Input data:
::::
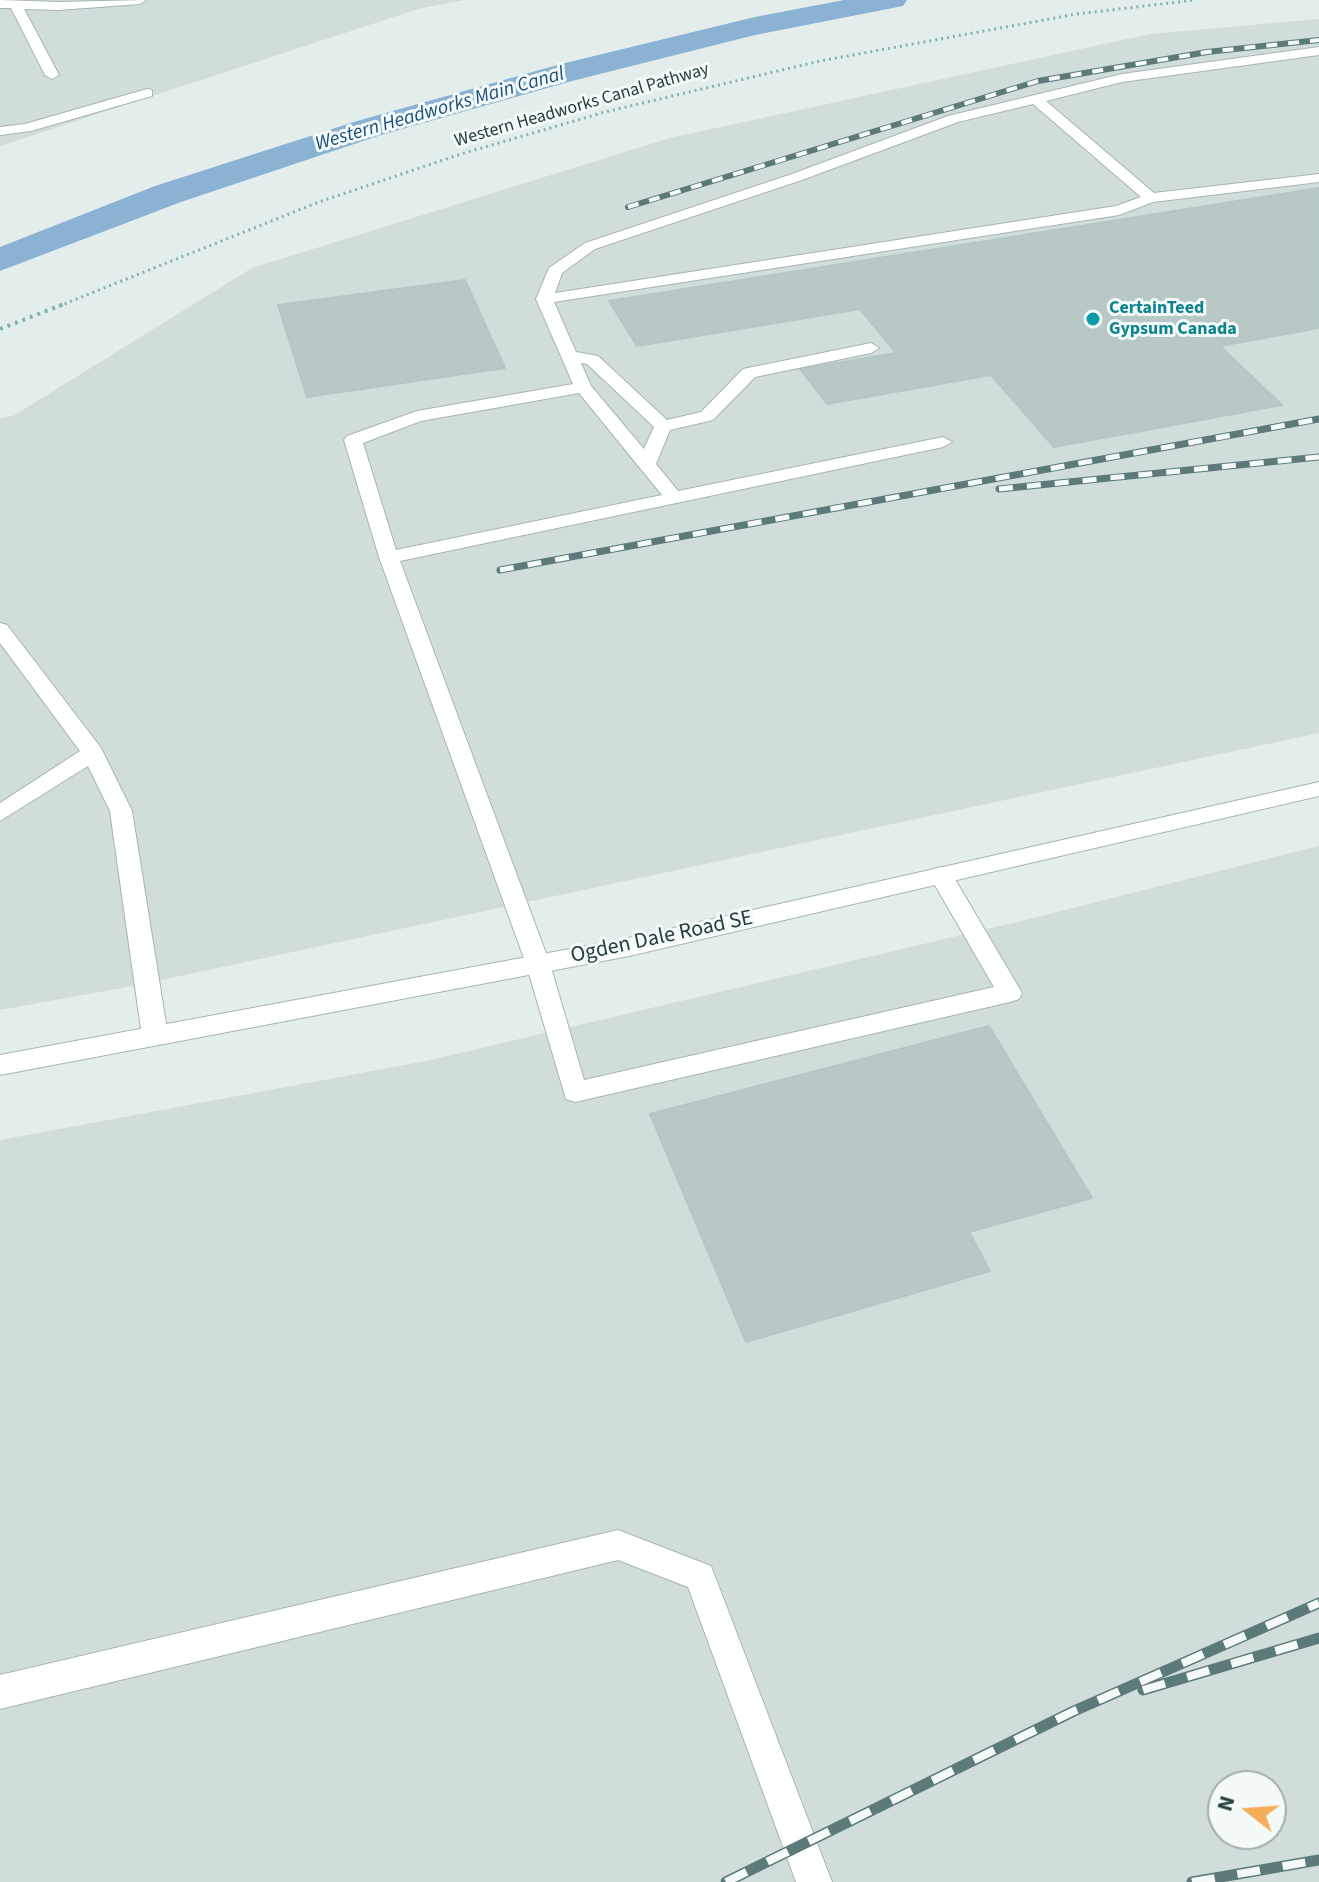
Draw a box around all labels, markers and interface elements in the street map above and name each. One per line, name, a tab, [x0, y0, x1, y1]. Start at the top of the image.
street label: Western Headworks Canal Pathway	[452, 59, 712, 153]
water label: Western Headworks Main Canal	[313, 63, 567, 157]
place label: CertainTeed Gypsum Canada	[1109, 298, 1237, 340]
marker: CertainTeed Gypsum Canada	[1084, 310, 1102, 328]
street label: Ogden Dale Road SE	[569, 906, 755, 970]
north arrow	[1207, 1770, 1287, 1850]
text: N	[1209, 1792, 1243, 1815]

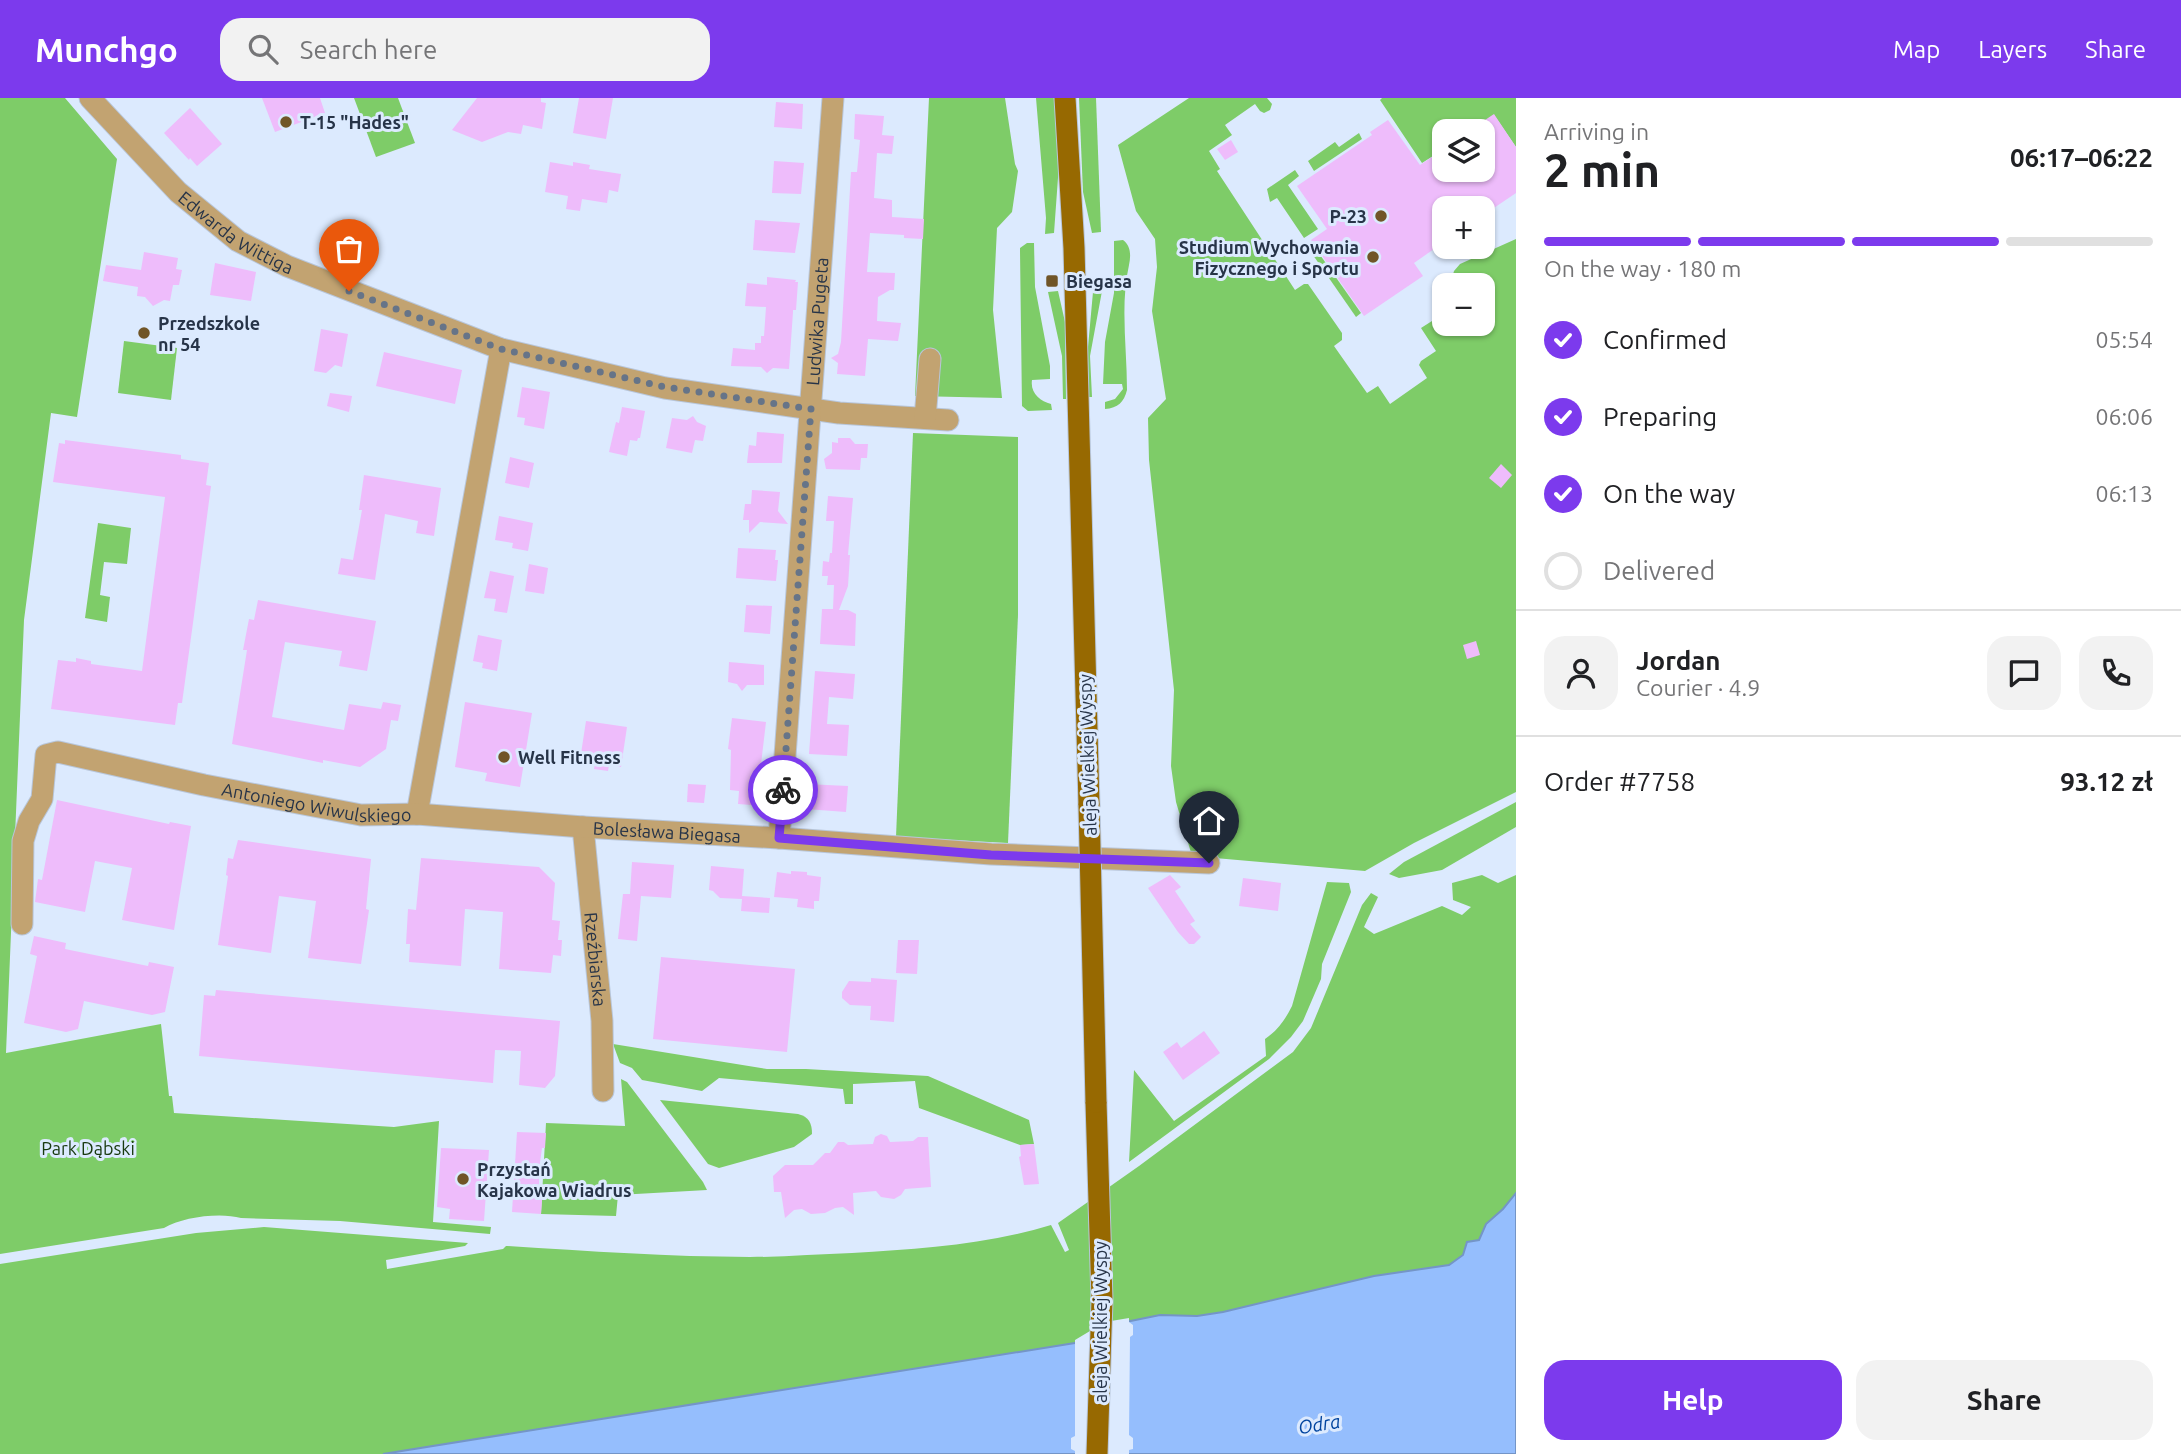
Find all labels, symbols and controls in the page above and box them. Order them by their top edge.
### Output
search box [220,18,710,81]
icon: search [244,30,282,68]
text: Munchgo [35,31,178,68]
text: Search here [300,35,437,64]
text: Map [1893,36,1940,63]
text: Layers [1978,36,2047,63]
text: Share [2085,36,2146,63]
place label: T-15 "Hades" [300,112,409,132]
marker: T-15 "Hades" [278,114,294,130]
map controls [1432,119,1495,336]
button: layers [1432,119,1495,182]
text: Arriving in [1544,119,1649,144]
text: 06:17–06:22 [2010,143,2153,172]
text: 2 min [1544,144,1660,196]
street label: Edwarda Wittiga [175,187,296,277]
button: + [1432,196,1495,259]
place label: P-23 [1329,206,1367,226]
marker: P-23 [1373,208,1389,224]
pin [319,219,379,291]
icon: bag [330,230,368,268]
place label: Studium Wychowania Fizycznego i Sportu [1179,237,1359,278]
marker: Studium Wychowania Fizycznego i Sportu [1365,249,1381,265]
text: On the way · 180 m [1544,256,1741,281]
street label: Ludwika Pugeta [802,257,831,386]
place label: Biegasa [1066,271,1132,291]
marker: Biegasa [1044,273,1060,289]
button: − [1432,273,1495,336]
place label: Przedszkole nr 54 [158,313,260,354]
icon: check [1544,321,1582,359]
marker: Przedszkole nr 54 [136,325,152,341]
text: Confirmed [1603,325,1727,354]
text: 05:54 [2095,327,2153,352]
icon: check [1544,398,1582,436]
text: Preparing [1603,402,1717,431]
text: 06:06 [2095,404,2153,429]
icon: check [1544,475,1582,513]
text: On the way [1603,479,1735,508]
text: 06:13 [2095,481,2153,506]
text: Delivered [1603,556,1715,585]
button: person [1544,636,1618,710]
button: chat [1987,636,2061,710]
button: phone [2079,636,2153,710]
text: Jordan [1636,646,1721,675]
street label: aleja Wielkiej Wyspy [1074,673,1100,836]
text: Courier · 4.9 [1636,675,1760,700]
place label: Well Fitness [518,747,621,767]
marker: Well Fitness [496,749,512,765]
courier [748,755,818,825]
text: Order #7758 [1544,767,1695,796]
text: 93.12 zł [2060,767,2153,796]
icon: bike [764,771,802,809]
street label: Antoniego Wiwulskiego [220,779,411,825]
pin [1179,791,1239,863]
icon: home [1190,802,1228,840]
street label: Bolesława Biegasa [592,818,741,846]
street label: Rzeźbiarska [581,911,611,1008]
park label: Park Dąbski [41,1138,135,1158]
place label: Przystań Kajakowa Wiadrus [477,1159,632,1200]
marker: Przystań Kajakowa Wiadrus [455,1171,471,1187]
street label: aleja Wielkiej Wyspy [1090,1241,1110,1403]
button: Help [1544,1360,1842,1440]
button: Share [1856,1360,2153,1440]
water label: Odra [1296,1410,1342,1438]

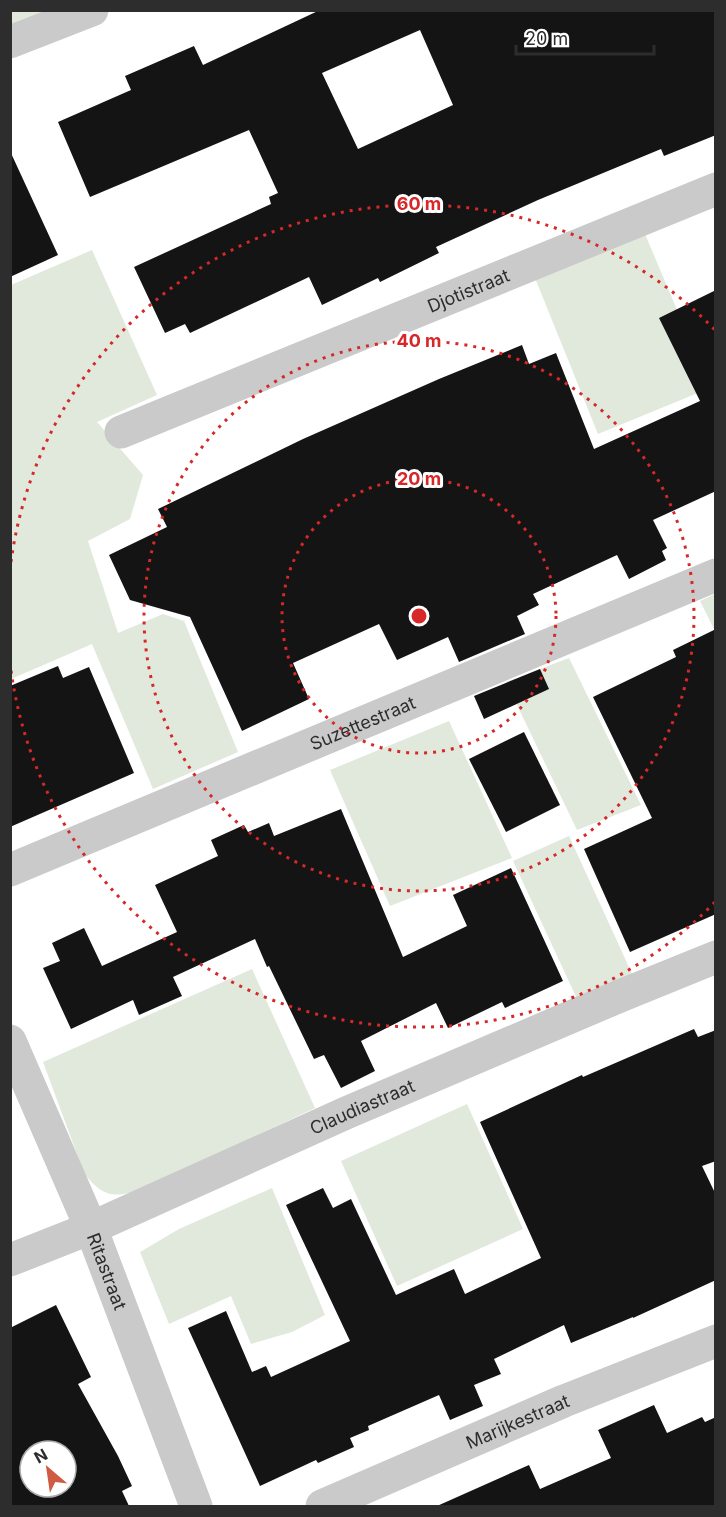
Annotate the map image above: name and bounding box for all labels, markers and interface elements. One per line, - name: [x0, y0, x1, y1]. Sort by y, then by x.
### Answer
- scale bar: [516, 18, 654, 56]
- text: 20 m: [525, 28, 568, 49]
- text: 60 m: [397, 193, 441, 214]
- street label: Djotistraat: [424, 264, 512, 316]
- text: 40 m: [397, 330, 442, 351]
- text: 20 m: [397, 468, 441, 489]
- centre of rings: [409, 606, 429, 626]
- street label: Suzettestraat: [307, 691, 418, 754]
- street label: Claudiastraat: [306, 1075, 418, 1139]
- street label: Ritastraat: [83, 1230, 131, 1313]
- street label: Marijkestraat: [463, 1390, 572, 1453]
- north arrow: [18, 1439, 78, 1499]
- text: N: [31, 1444, 51, 1468]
::::
What you have to do:
Could you reproduce every entry exactly, leaving out the pictures?

Exercise solution:
Draw a box around all labels, markers and interface elements in the street map above and name each. One per line, name, a tab, [x0, y0, x1, y1]. Start at the top of the image.
street label: Western Headworks Canal Pathway	[452, 59, 712, 153]
water label: Western Headworks Main Canal	[313, 63, 567, 157]
place label: CertainTeed Gypsum Canada	[1109, 298, 1237, 340]
marker: CertainTeed Gypsum Canada	[1084, 310, 1102, 328]
street label: Ogden Dale Road SE	[569, 906, 755, 970]
north arrow	[1207, 1770, 1287, 1850]
text: N	[1209, 1792, 1243, 1815]

Find all labels, symbols and controls in the page above and box them. Order them by their top edge.
### Output
search box [220,18,710,81]
icon: search [244,30,282,68]
text: Munchgo [35,31,178,68]
text: Search here [300,35,437,64]
text: Map [1893,36,1940,63]
text: Layers [1978,36,2047,63]
text: Share [2085,36,2146,63]
place label: T-15 "Hades" [300,112,409,132]
marker: T-15 "Hades" [278,114,294,130]
map controls [1432,119,1495,336]
button: layers [1432,119,1495,182]
text: Arriving in [1544,119,1649,144]
text: 06:17–06:22 [2010,143,2153,172]
text: 2 min [1544,144,1660,196]
street label: Edwarda Wittiga [175,187,296,277]
button: + [1432,196,1495,259]
place label: P-23 [1329,206,1367,226]
marker: P-23 [1373,208,1389,224]
pin [319,219,379,291]
icon: bag [330,230,368,268]
place label: Studium Wychowania Fizycznego i Sportu [1179,237,1359,278]
marker: Studium Wychowania Fizycznego i Sportu [1365,249,1381,265]
text: On the way · 180 m [1544,256,1741,281]
street label: Ludwika Pugeta [802,257,831,386]
place label: Biegasa [1066,271,1132,291]
marker: Biegasa [1044,273,1060,289]
button: − [1432,273,1495,336]
place label: Przedszkole nr 54 [158,313,260,354]
icon: check [1544,321,1582,359]
marker: Przedszkole nr 54 [136,325,152,341]
text: Confirmed [1603,325,1727,354]
text: 05:54 [2095,327,2153,352]
icon: check [1544,398,1582,436]
text: Preparing [1603,402,1717,431]
text: 06:06 [2095,404,2153,429]
icon: check [1544,475,1582,513]
text: On the way [1603,479,1735,508]
text: 06:13 [2095,481,2153,506]
text: Delivered [1603,556,1715,585]
button: person [1544,636,1618,710]
button: chat [1987,636,2061,710]
button: phone [2079,636,2153,710]
text: Jordan [1636,646,1721,675]
street label: aleja Wielkiej Wyspy [1074,673,1100,836]
text: Courier · 4.9 [1636,675,1760,700]
place label: Well Fitness [518,747,621,767]
marker: Well Fitness [496,749,512,765]
courier [748,755,818,825]
text: Order #7758 [1544,767,1695,796]
text: 93.12 zł [2060,767,2153,796]
icon: bike [764,771,802,809]
street label: Antoniego Wiwulskiego [220,779,411,825]
pin [1179,791,1239,863]
icon: home [1190,802,1228,840]
street label: Bolesława Biegasa [592,818,741,846]
street label: Rzeźbiarska [581,911,611,1008]
park label: Park Dąbski [41,1138,135,1158]
place label: Przystań Kajakowa Wiadrus [477,1159,632,1200]
marker: Przystań Kajakowa Wiadrus [455,1171,471,1187]
street label: aleja Wielkiej Wyspy [1090,1241,1110,1403]
button: Help [1544,1360,1842,1440]
button: Share [1856,1360,2153,1440]
water label: Odra [1296,1410,1342,1438]

Annotate the map image above: name and bounding box for all labels, markers and interface elements. One per line, - name: [x0, y0, x1, y1]. Sort by y, then by x.
### Answer
- scale bar: [516, 18, 654, 56]
- text: 20 m: [525, 28, 568, 49]
- text: 60 m: [397, 193, 441, 214]
- street label: Djotistraat: [424, 264, 512, 316]
- text: 40 m: [397, 330, 442, 351]
- text: 20 m: [397, 468, 441, 489]
- centre of rings: [409, 606, 429, 626]
- street label: Suzettestraat: [307, 691, 418, 754]
- street label: Claudiastraat: [306, 1075, 418, 1139]
- street label: Ritastraat: [83, 1230, 131, 1313]
- street label: Marijkestraat: [463, 1390, 572, 1453]
- north arrow: [18, 1439, 78, 1499]
- text: N: [31, 1444, 51, 1468]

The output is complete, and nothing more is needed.